Is Sage the best model?
There seems to have been a complete lack of interest in how science advice worked in other countries. The inquiry has highlighted many concerns about how scientific advice was integrated into policymaking in the UK, including the fact that Sage members were discouraged from engaging with the media or public, and that there was a lack of politicians’ understanding and sometimes interest in the science and Sage reports. This echoed findings from a joint inquiry from the cross-party Health and Social Care Committee and Science and Technology Committee in 2021, which found that science advice was “impaired by a resistance to transparency” and “low levels of input from international experts”.
Are there more effective ways of organising scientific input in a public crisis?
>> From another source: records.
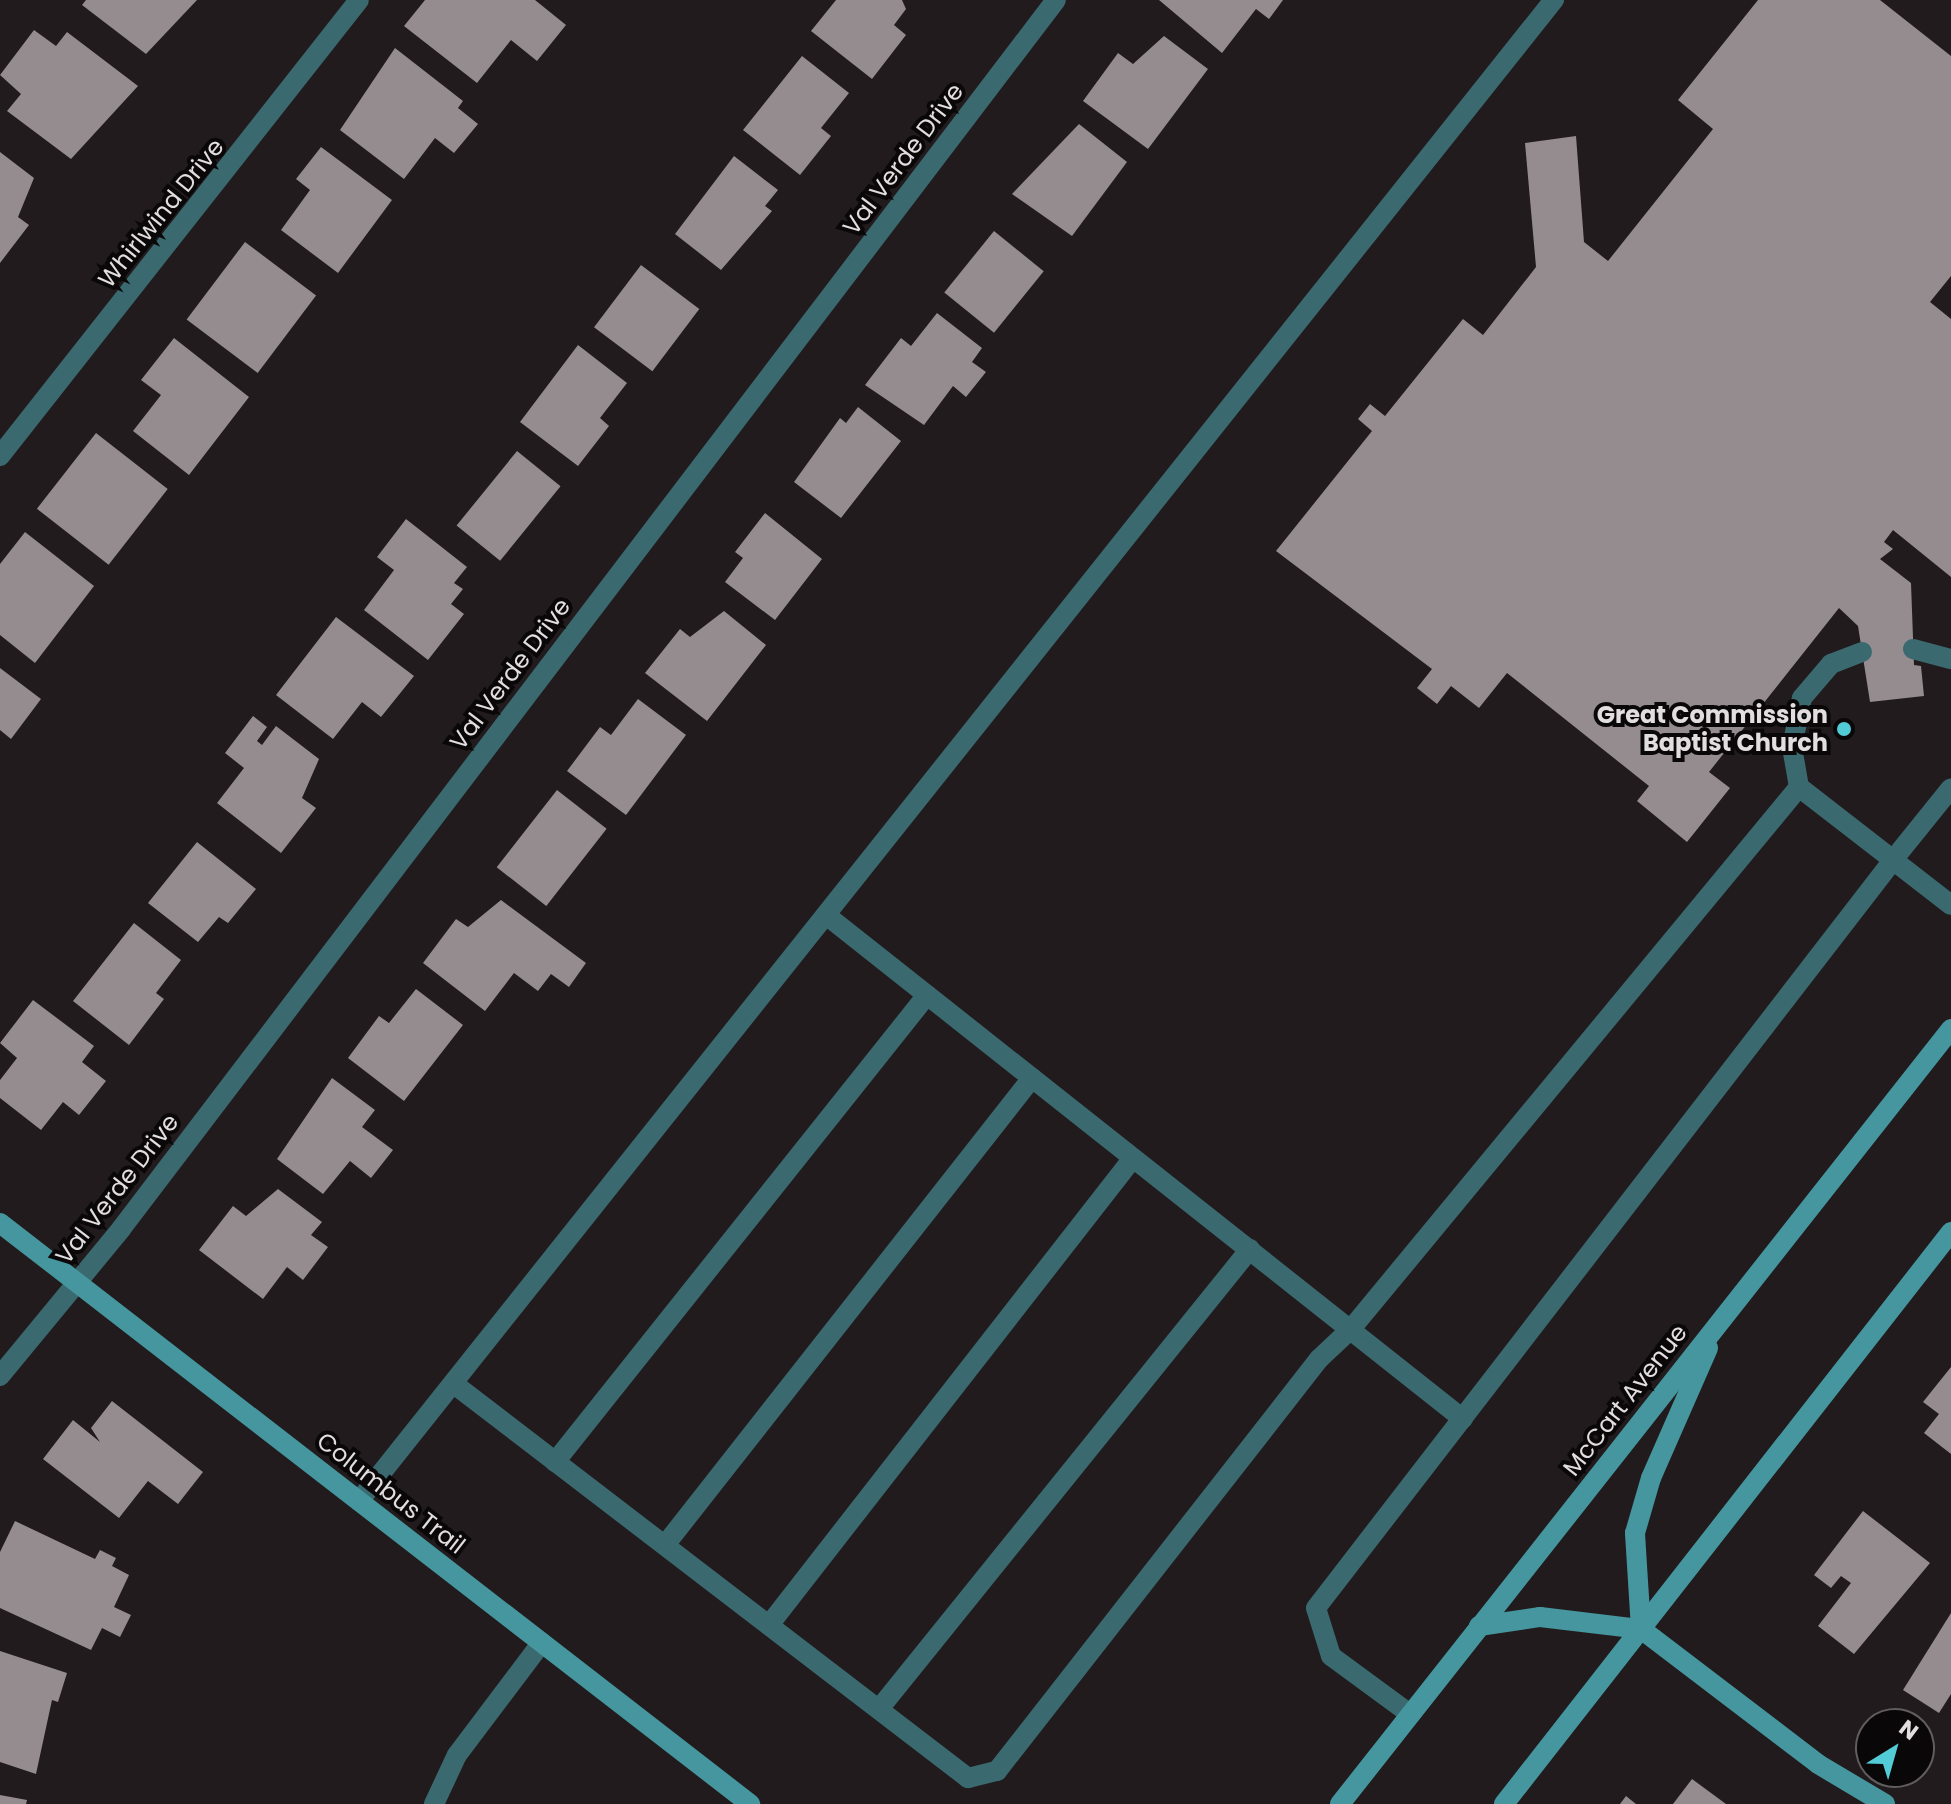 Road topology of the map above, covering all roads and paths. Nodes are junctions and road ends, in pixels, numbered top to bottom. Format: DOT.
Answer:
graph roads {
  1 [pos="359,0"];
  2 [pos="1056,0"];
  3 [pos="1554,0"];
  4 [pos="0,456"];
  5 [pos="1913,649"];
  6 [pos="1862,652"];
  7 [pos="1951,659"];
  8 [pos="1799,787"];
  9 [pos="1951,788"];
  10 [pos="1893,860"];
  11 [pos="1951,905"];
  12 [pos="826,915"];
  13 [pos="927,995"];
  14 [pos="1951,1029"];
  15 [pos="1032,1078"];
  16 [pos="1133,1158"];
  17 [pos="0,1223"];
  18 [pos="1951,1232"];
  19 [pos="1250,1249"];
  20 [pos="76,1282"];
  21 [pos="1720,1321"];
  22 [pos="1351,1329"];
  23 [pos="0,1376"];
  24 [pos="454,1384"];
  25 [pos="1463,1419"];
  26 [pos="555,1462"];
  27 [pos="359,1501"];
  28 [pos="665,1545"];
  29 [pos="769,1625"];
  30 [pos="1479,1626"];
  31 [pos="1641,1629"];
  32 [pos="542,1642"];
  33 [pos="879,1709"];
  34 [pos="1410,1714"];
  35 [pos="434,1804"];
  36 [pos="750,1804"];
  37 [pos="1340,1804"];
  38 [pos="1504,1804"];
  39 [pos="1885,1804"];
  1 -- 4 [label="street, Whirlwind Drive"];
  2 -- 20 [label="street, Val Verde Drive"];
  3 -- 12 [label="street"];
  5 -- 7 [label="street"];
  6 -- 8 [label="street"];
  8 -- 10 [label="street"];
  8 -- 22 [label="street"];
  9 -- 10 [label="street"];
  10 -- 11 [label="street"];
  10 -- 25 [label="street"];
  12 -- 13 [label="street"];
  12 -- 24 [label="street"];
  13 -- 15 [label="street"];
  13 -- 26 [label="street"];
  14 -- 21 [label="main road, McCart Avenue"];
  15 -- 16 [label="street"];
  15 -- 28 [label="street"];
  16 -- 19 [label="street"];
  16 -- 29 [label="street"];
  17 -- 20 [label="main road, Columbus Trail"];
  18 -- 31 [label="main road"];
  19 -- 22 [label="street"];
  19 -- 33 [label="street"];
  20 -- 23 [label="street, Val Verde Drive"];
  20 -- 27 [label="main road, Columbus Trail"];
  21 -- 30 [label="main road, McCart Avenue"];
  21 -- 31 [label="main road"];
  22 -- 25 [label="street"];
  22 -- 33 [label="street"];
  24 -- 26 [label="street"];
  24 -- 27 [label="street"];
  25 -- 34 [label="street"];
  26 -- 28 [label="street"];
  27 -- 32 [label="main road, Columbus Trail"];
  28 -- 29 [label="street"];
  29 -- 33 [label="street"];
  30 -- 31 [label="main road"];
  30 -- 34 [label="main road, McCart Avenue"];
  31 -- 38 [label="main road"];
  31 -- 39 [label="main road"];
  32 -- 35 [label="street"];
  32 -- 36 [label="main road, Columbus Trail"];
  34 -- 37 [label="main road, McCart Avenue"];
} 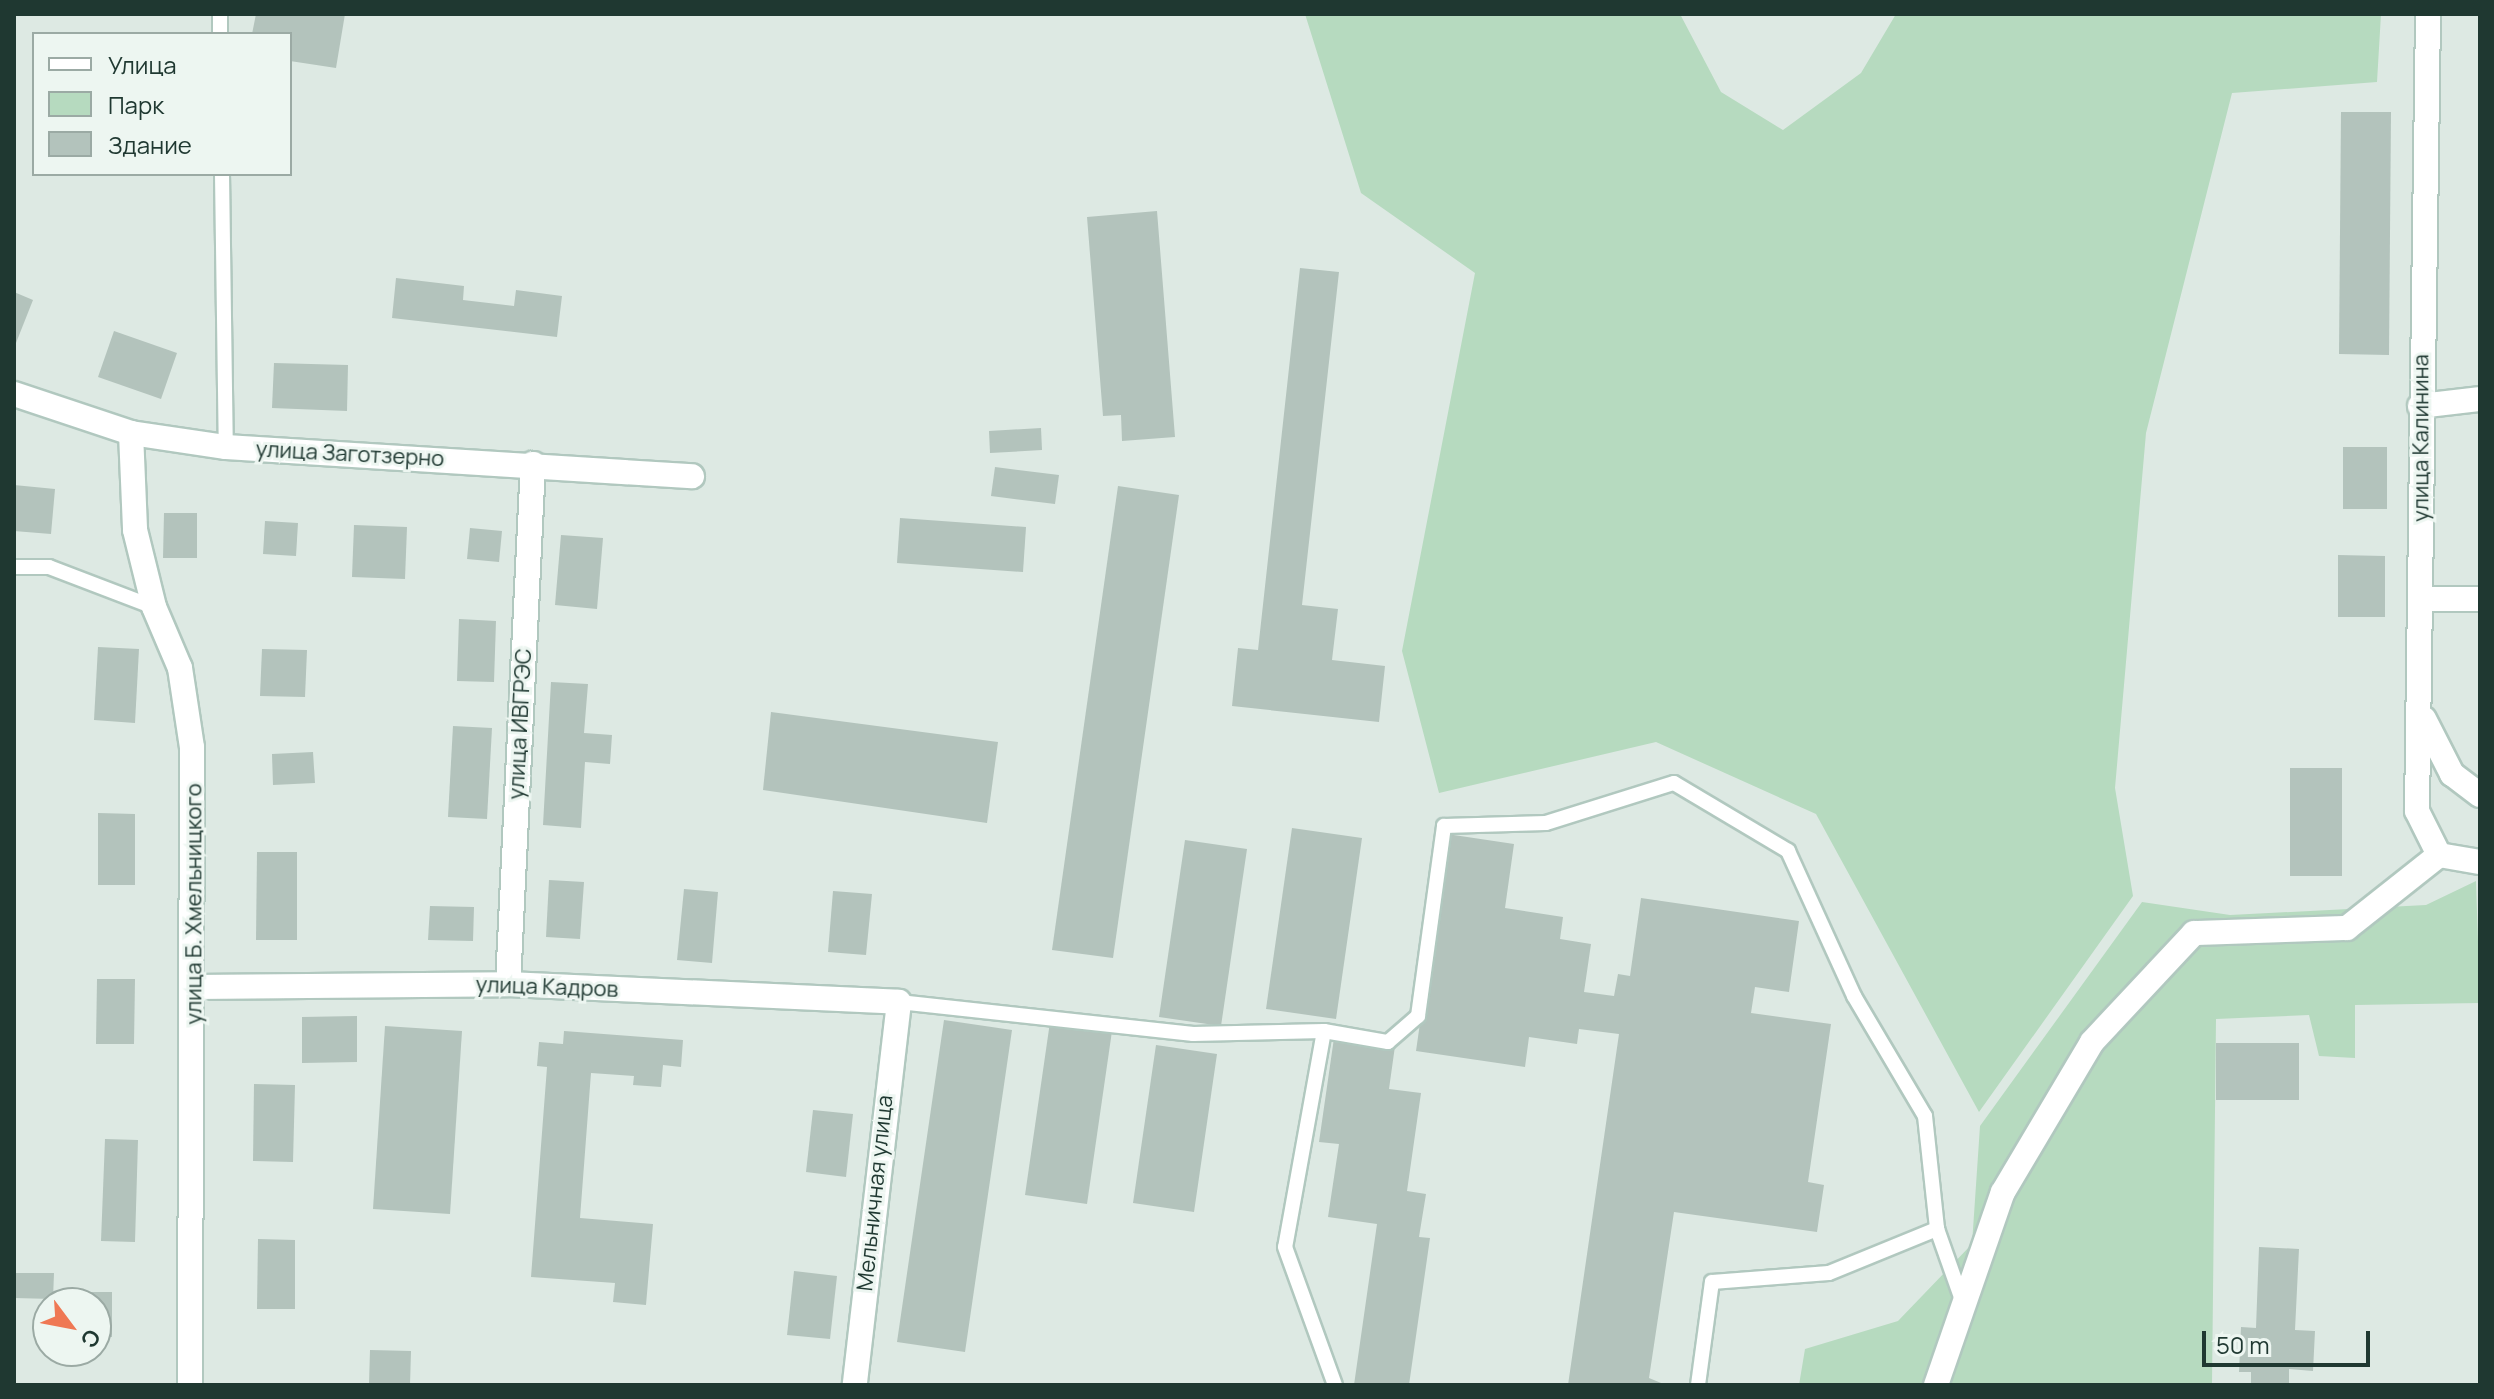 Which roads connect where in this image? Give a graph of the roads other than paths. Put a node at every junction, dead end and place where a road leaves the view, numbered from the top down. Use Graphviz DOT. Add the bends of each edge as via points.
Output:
graph roads {
  1 [pos="2428,14"];
  2 [pos="222,176"];
  3 [pos="14,394"];
  4 [pos="2480,399"];
  5 [pos="2420,406"];
  6 [pos="131,433"];
  7 [pos="226,447"];
  8 [pos="533,464"];
  9 [pos="692,476"];
  10 [pos="14,567"];
  11 [pos="2420,599"];
  12 [pos="2480,599"];
  13 [pos="154,607"];
  14 [pos="2420,709"];
  15 [pos="2452,774"];
  16 [pos="2417,789"];
  17 [pos="2480,795"];
  18 [pos="2439,855"];
  19 [pos="2480,862"];
  20 [pos="508,984"];
  21 [pos="195,987"];
  22 [pos="899,1002"];
  23 [pos="1324,1031"];
  24 [pos="1937,1229"];
  25 [pos="1966,1311"];
  26 [pos="190,1385"];
  27 [pos="855,1385"];
  28 [pos="1335,1385"];
  29 [pos="1698,1385"];
  30 [pos="1936,1385"];
  1 -- 5 [label="street, улица Калинина"];
  2 -- 7 [label="lane"];
  3 -- 6 [label="street, улица Заготзерно"];
  4 -- 5 [label="street"];
  5 -- 11 [label="street, улица Калинина"];
  6 -- 7 [label="street, улица Заготзерно"];
  6 -- 13 [label="street, улица Б. Хмельницкого" via="135,530"];
  7 -- 8 [label="street, улица Заготзерно"];
  8 -- 9 [label="street, улица Заготзерно"];
  8 -- 20 [label="street, улица ИВГРЭС"];
  10 -- 13 [label="lane" via="49,567"];
  11 -- 12 [label="street"];
  11 -- 14 [label="street, улица Калинина"];
  13 -- 21 [label="street, улица Б. Хмельницкого" via="180,668 192,747"];
  14 -- 15 [label="street"];
  14 -- 16 [label="street, улица Калинина"];
  15 -- 16 [label="street" via="2428,775"];
  15 -- 17 [label="street"];
  16 -- 18 [label="street, улица Калинина" via="2424,836"];
  18 -- 19 [label="street"];
  18 -- 25 [label="street" via="2347,928 2194,933 2092,1042 2003,1192"];
  20 -- 21 [label="street, улица Кадров"];
  20 -- 22 [label="street, улица Кадров"];
  21 -- 26 [label="street, улица Б. Хмельницкого"];
  22 -- 23 [label="lane" via="1193,1034"];
  22 -- 27 [label="street, Мельничная улица"];
  23 -- 24 [label="lane" via="1388,1042 1418,1016 1444,826 1546,823 1674,783 1788,851 1854,996 1925,1116"];
  23 -- 28 [label="lane" via="1285,1247"];
  24 -- 25 [label="lane"];
  24 -- 29 [label="lane" via="1829,1273 1712,1282"];
  25 -- 30 [label="street"];
}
How can we know if we don’t understand what other models are possible? For instance, Germany had a more transparent science advice structure than the UK, but France a more opaque one. Scientists in many countries reported difficulties in communicating the science to decision-makers, while the OECD set detailed recommendations for how science advice can work.
The inquiry has much more to do. International experience can also be valuable in the modules yet to come, such as procurement, where a European Commission report identified both good and bad practice during the pandemic; the care sector, where international approaches did differ; and vaccines and therapeutics where, in contrast to the other areas, the UK did rather well. These opportunities to learn from others should not be missed.